Visando uma melhor sustentação probatória dos processos que chegam a julgamento, nomeadamente conferindo mais garantias ao arguido e permitindo-lhe o efectivo exercício do seu direito de defesa logo na fase de inquérito, outras coisas podem ser feitas (para além da melhoria da formação, coordenação e dotação de meios dos órgãos de polícia criminal e dos próprios magistrados do Ministério Público que dirigem a investigação).
Há que permitir o acesso do arguido ao inquérito antes do seu encerramento. O segredo de justiça interno só deverá existir quanto aos crimes previstos na Lei n.º 5/2002, de 11 de Janeiro (tráfico de estupefacientes, terrorismo e organização terrorista, tráfico de armas, corrupção e peculato, branqueamento de capitais, associação criminosa, contrabando, tráfico e viciação de veículos furtados, lenocínio e tráfico de menores, contrafacção de moeda e de títulos equiparados).
Nos restantes casos, a regra deveria ser a da inexistência do segredo de justiça. Porém, poderia o Ministério Público, por despacho fundamentado e com a concordância do juiz de instrução, sujeitar determinado inquérito ao segredo de justiça quando tal fosse essencial à preservação e correcta produção da prova ou à protecção das vítimas.
Quando não existisse segredo de justiça, o arguido poderia ter acesso ao inquérito logo após o seu primeiro interrogatório. Quando existisse, o Ministério Público teria obrigatoriamente que, logo que concluída a produção de prova que julgasse pertinente (e assim deixasse de existir qualquer valor a proteger com o segredo de justiça), “abrir” os autos ao arguido por determinado período (20 dias) para que indicasse então a sua prova. Não o fazendo nesse prazo, só o poderia fazer em julgamento. O Ministério Público poderia então produzir a prova requerida pelo arguido, apreciar os documentos juntos ou ordenar qualquer outra diligência que julgasse relevante.

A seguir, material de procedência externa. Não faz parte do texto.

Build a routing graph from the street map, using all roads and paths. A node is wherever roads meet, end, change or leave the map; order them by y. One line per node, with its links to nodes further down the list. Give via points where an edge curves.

Deste modo, dando ao arguido a possibilidade de verdadeiramente conhecer todos os factos que lhe são imputados e a prova existente, este poderia defender-se logo no inquérito, o que hoje não consegue.

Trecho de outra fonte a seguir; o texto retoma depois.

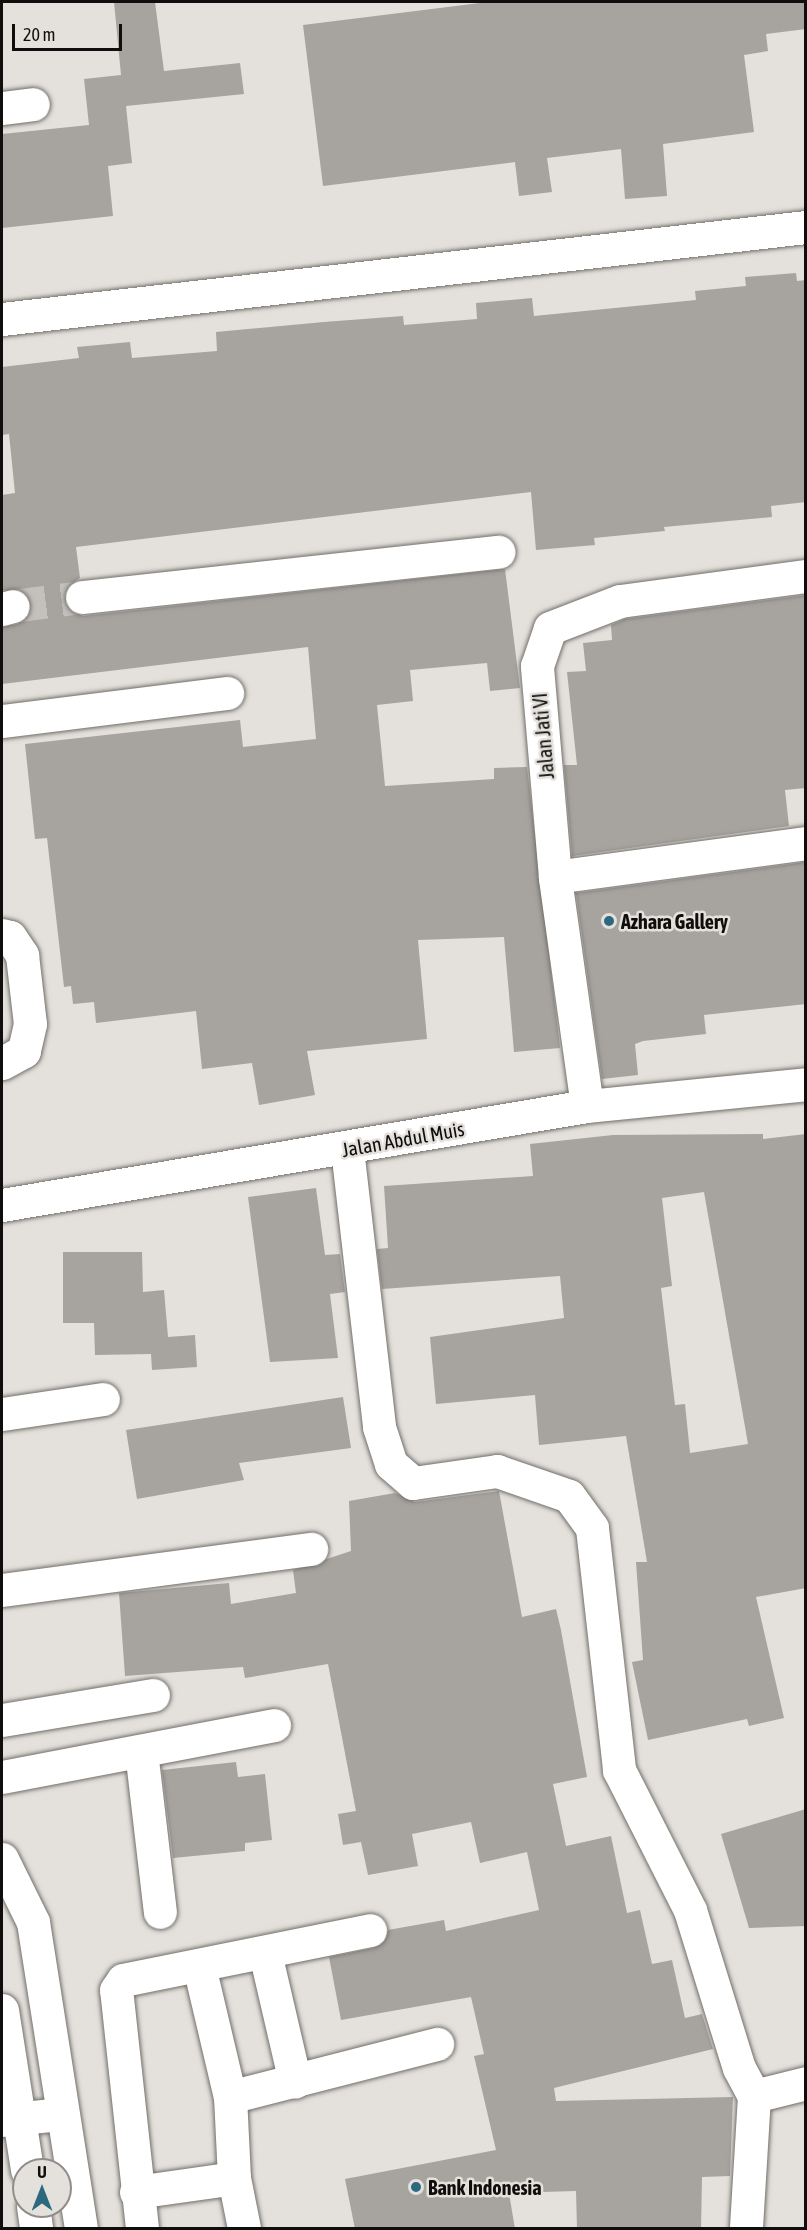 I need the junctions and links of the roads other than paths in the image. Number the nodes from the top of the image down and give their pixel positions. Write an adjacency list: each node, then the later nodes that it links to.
1 (806, 227): 2 (street)
2 (2, 319)
3 (499, 552): 5 (street)
4 (806, 576): 9 (street, Jalan Jati VI)
5 (82, 597)
6 (227, 693): 7 (street)
7 (2, 721)
8 (806, 843): 9 (street)
9 (555, 877): 13 (street, Jalan Jati VI)
10 (2, 935): 11 (street)
11 (2, 1063)
12 (806, 1084): 13 (street, Jalan Abdul Muis)
13 (587, 1106): 14 (street, Jalan Abdul Muis)
14 (347, 1149): 15 (street, Jalan Abdul Muis); 34 (street)
15 (2, 1205)
16 (104, 1399): 17 (street)
17 (2, 1414)
18 (311, 1549): 19 (street)
19 (2, 1590)
20 (153, 1695): 21 (street)
21 (2, 1720)
22 (274, 1725): 23 (street)
23 (141, 1751): 24 (street); 26 (street)
24 (2, 1777)
25 (2, 1859): 36 (street)
26 (160, 1912)
27 (370, 1930): 28 (street)
28 (265, 1953): 29 (street); 32 (street)
29 (199, 1965): 35 (street); 40 (street)
30 (2, 2010): 37 (street)
31 (437, 2044): 32 (street)
32 (295, 2082): 35 (street)
33 (806, 2083): 34 (street)
34 (754, 2096): 44 (street)
35 (230, 2097): 39 (street)
36 (62, 2114): 37 (street); 41 (street)
37 (11, 2119): 38 (street)
38 (23, 2158)
39 (234, 2178): 40 (street); 43 (street)
40 (136, 2192): 42 (street)
41 (81, 2229)
42 (142, 2229)
43 (244, 2229)
44 (746, 2229) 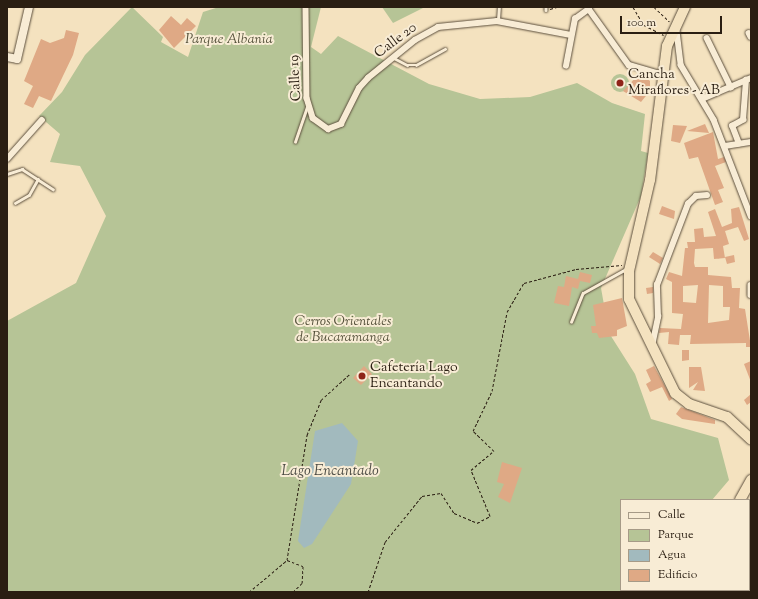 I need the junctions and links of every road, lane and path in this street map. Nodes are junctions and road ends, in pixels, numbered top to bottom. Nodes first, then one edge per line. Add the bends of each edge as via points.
1 (29, 7) edge
2 (306, 7) edge
3 (499, 7) edge
4 (632, 7) edge
5 (654, 7) edge
6 (684, 7) edge
7 (591, 8) edge
8 (498, 21) junction
9 (676, 22) junction
10 (571, 35) junction
11 (669, 37) junction
12 (707, 38) dead end
13 (445, 49) dead end
14 (7, 57) edge
15 (393, 58) junction
16 (566, 66) dead end
17 (663, 75) junction
18 (749, 79) edge
19 (731, 87) junction
20 (702, 99) junction
21 (308, 104) junction
22 (42, 120) dead end
23 (338, 127) joint
24 (295, 142) dead end
25 (751, 142) edge
26 (739, 144) junction
27 (725, 146) junction
28 (7, 159) edge
29 (7, 174) edge
30 (38, 179) junction
31 (54, 189) dead end
32 (707, 195) dead end
33 (15, 203) dead end
34 (751, 216) edge
35 (630, 266) junction
36 (751, 286) edge
37 (751, 295) edge
38 (571, 322) dead end
39 (652, 347) junction
40 (351, 373) dead end
41 (751, 439) edge
42 (751, 480) edge
43 (741, 499) edge
44 (287, 560) junction
45 (249, 592) edge
46 (293, 592) edge
47 (368, 592) edge

1 - 14 street via 17,59
2 - 21 street, Calle 19
3 - 8 lane
4 - 11 path via 644,25
5 - 9 path
6 - 9 highway
7 - 10 street via 575,20
7 - 17 street via 619,56 649,75
8 - 10 street, Calle 20
8 - 15 street, Calle 20 via 449,24 427,32
9 - 11 highway
9 - 20 street via 678,57
10 - 16 street
11 - 17 highway
12 - 19 street
13 - 15 lane via 416,65 407,65
15 - 23 street, Calle 20 via 358,88
17 - 35 highway via 650,180
18 - 19 street
18 - 26 street via 743,120 732,126
19 - 20 street
20 - 27 street
21 - 23 street, Calle 19 via 313,118 320,126 328,130
21 - 24 lane
22 - 28 street
25 - 26 street
26 - 27 street
27 - 34 street
29 - 30 lane via 22,169
30 - 31 lane
30 - 33 lane via 29,195
32 - 39 street via 696,196 688,204 657,285 658,317
35 - 38 lane via 583,293
35 - 39 highway via 627,285 632,309
35 - 47 path via 576,269 524,282 507,312 492,391 473,431 494,451 471,470 490,516 477,523 454,513 442,494 422,496 385,542
36 - 37 street
39 - 41 highway via 680,398 693,406 727,417
40 - 44 path via 321,400 307,435
42 - 43 highway
44 - 45 path
44 - 46 path via 303,566 302,583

Tal levaria a que o inquérito chegasse necessariamente a um resultado final (acusação, arquivamento ou outro) mais bem fundamentado.

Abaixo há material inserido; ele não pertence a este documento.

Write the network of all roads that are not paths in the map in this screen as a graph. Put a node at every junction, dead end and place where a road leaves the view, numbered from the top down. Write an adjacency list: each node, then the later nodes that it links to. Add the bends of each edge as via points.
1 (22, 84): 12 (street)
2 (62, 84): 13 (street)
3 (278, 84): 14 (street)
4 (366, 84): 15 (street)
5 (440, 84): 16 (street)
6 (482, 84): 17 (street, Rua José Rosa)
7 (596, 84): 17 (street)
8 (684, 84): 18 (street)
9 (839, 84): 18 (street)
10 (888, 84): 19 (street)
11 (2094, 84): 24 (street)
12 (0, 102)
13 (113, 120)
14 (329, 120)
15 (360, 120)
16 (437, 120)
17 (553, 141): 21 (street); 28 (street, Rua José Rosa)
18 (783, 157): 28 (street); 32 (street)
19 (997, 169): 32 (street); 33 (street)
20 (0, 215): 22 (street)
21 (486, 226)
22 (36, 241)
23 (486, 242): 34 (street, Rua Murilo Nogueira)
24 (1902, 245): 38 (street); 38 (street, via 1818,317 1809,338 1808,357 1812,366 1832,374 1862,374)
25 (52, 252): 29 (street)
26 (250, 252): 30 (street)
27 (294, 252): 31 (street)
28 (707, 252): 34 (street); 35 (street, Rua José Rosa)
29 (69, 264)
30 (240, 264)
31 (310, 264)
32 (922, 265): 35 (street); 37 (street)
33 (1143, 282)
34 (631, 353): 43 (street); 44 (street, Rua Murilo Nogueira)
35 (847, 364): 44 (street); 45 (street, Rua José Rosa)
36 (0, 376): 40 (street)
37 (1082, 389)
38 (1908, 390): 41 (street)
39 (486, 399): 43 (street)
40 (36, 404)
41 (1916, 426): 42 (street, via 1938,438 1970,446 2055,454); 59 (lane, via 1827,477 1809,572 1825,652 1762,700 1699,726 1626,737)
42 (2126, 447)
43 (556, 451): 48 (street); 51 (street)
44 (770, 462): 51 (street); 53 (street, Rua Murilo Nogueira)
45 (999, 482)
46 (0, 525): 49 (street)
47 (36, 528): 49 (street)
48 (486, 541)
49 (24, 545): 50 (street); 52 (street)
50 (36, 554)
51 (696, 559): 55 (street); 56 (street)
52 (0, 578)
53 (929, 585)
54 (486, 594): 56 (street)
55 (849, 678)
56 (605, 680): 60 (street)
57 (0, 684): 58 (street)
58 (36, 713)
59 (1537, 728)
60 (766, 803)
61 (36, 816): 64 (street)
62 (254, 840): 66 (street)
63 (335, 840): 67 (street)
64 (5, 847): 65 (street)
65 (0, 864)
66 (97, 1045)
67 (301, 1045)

Por outro lado, restringir-se-ia a instrução à reapreciação da prova já existente nos autos: o arguido não poderia produzir qualquer prova na instrução, com excepção do seu próprio interrogatório. Ainda que aumentasse o prazo de duração do inquérito, a instrução consistiria apenas no debate instrutório e seria muito curta, apesar de realizar a sua finalidade: comprovar a decisão de deduzir acusação em ordem à submissão da causa a julgamento.
Outro aspecto que me parece essencial é tornar obrigatório que o arguido esteja assistido por advogado em todos os interrogatórios. Tal também contribuiria para um efectivo direito de defesa no inquérito. Mas, em compensação, todas as suas declarações teriam valor probatório em julgamento, ficando sujeitas às livre apreciação do tribunal. Estando assistido por advogado e prestando declarações apenas por sua vontade e conselho do defensor, por que motivo impedir o tribunal de as valorar?
Admito que estas ideias necessitam amadurecimento, mas são o resultado da prática diária nesta área.
6 comentários:
Excelente contributo para a discussão!
Para mim, sempre considerei que era preciso "civilizar" o processo penal. Por isso, perante o Juiz de Julgamento, o MP deduziria acusação e apresentaria a prova documental e pericial recolhida, que ficaria sujeita a contraditório.
Não vejo inconveniente de maior em que, antes de encerrar o inquérito, o MP produza um relatório, permitindo o acesso aos autos do arguido para que este possa apresentar prova. Produzida a prova, o MP deduziria, ou não, a acusação.
Prefiro a primeira solução, pois garante melhor a imparcialidade do Juiz de julgamento.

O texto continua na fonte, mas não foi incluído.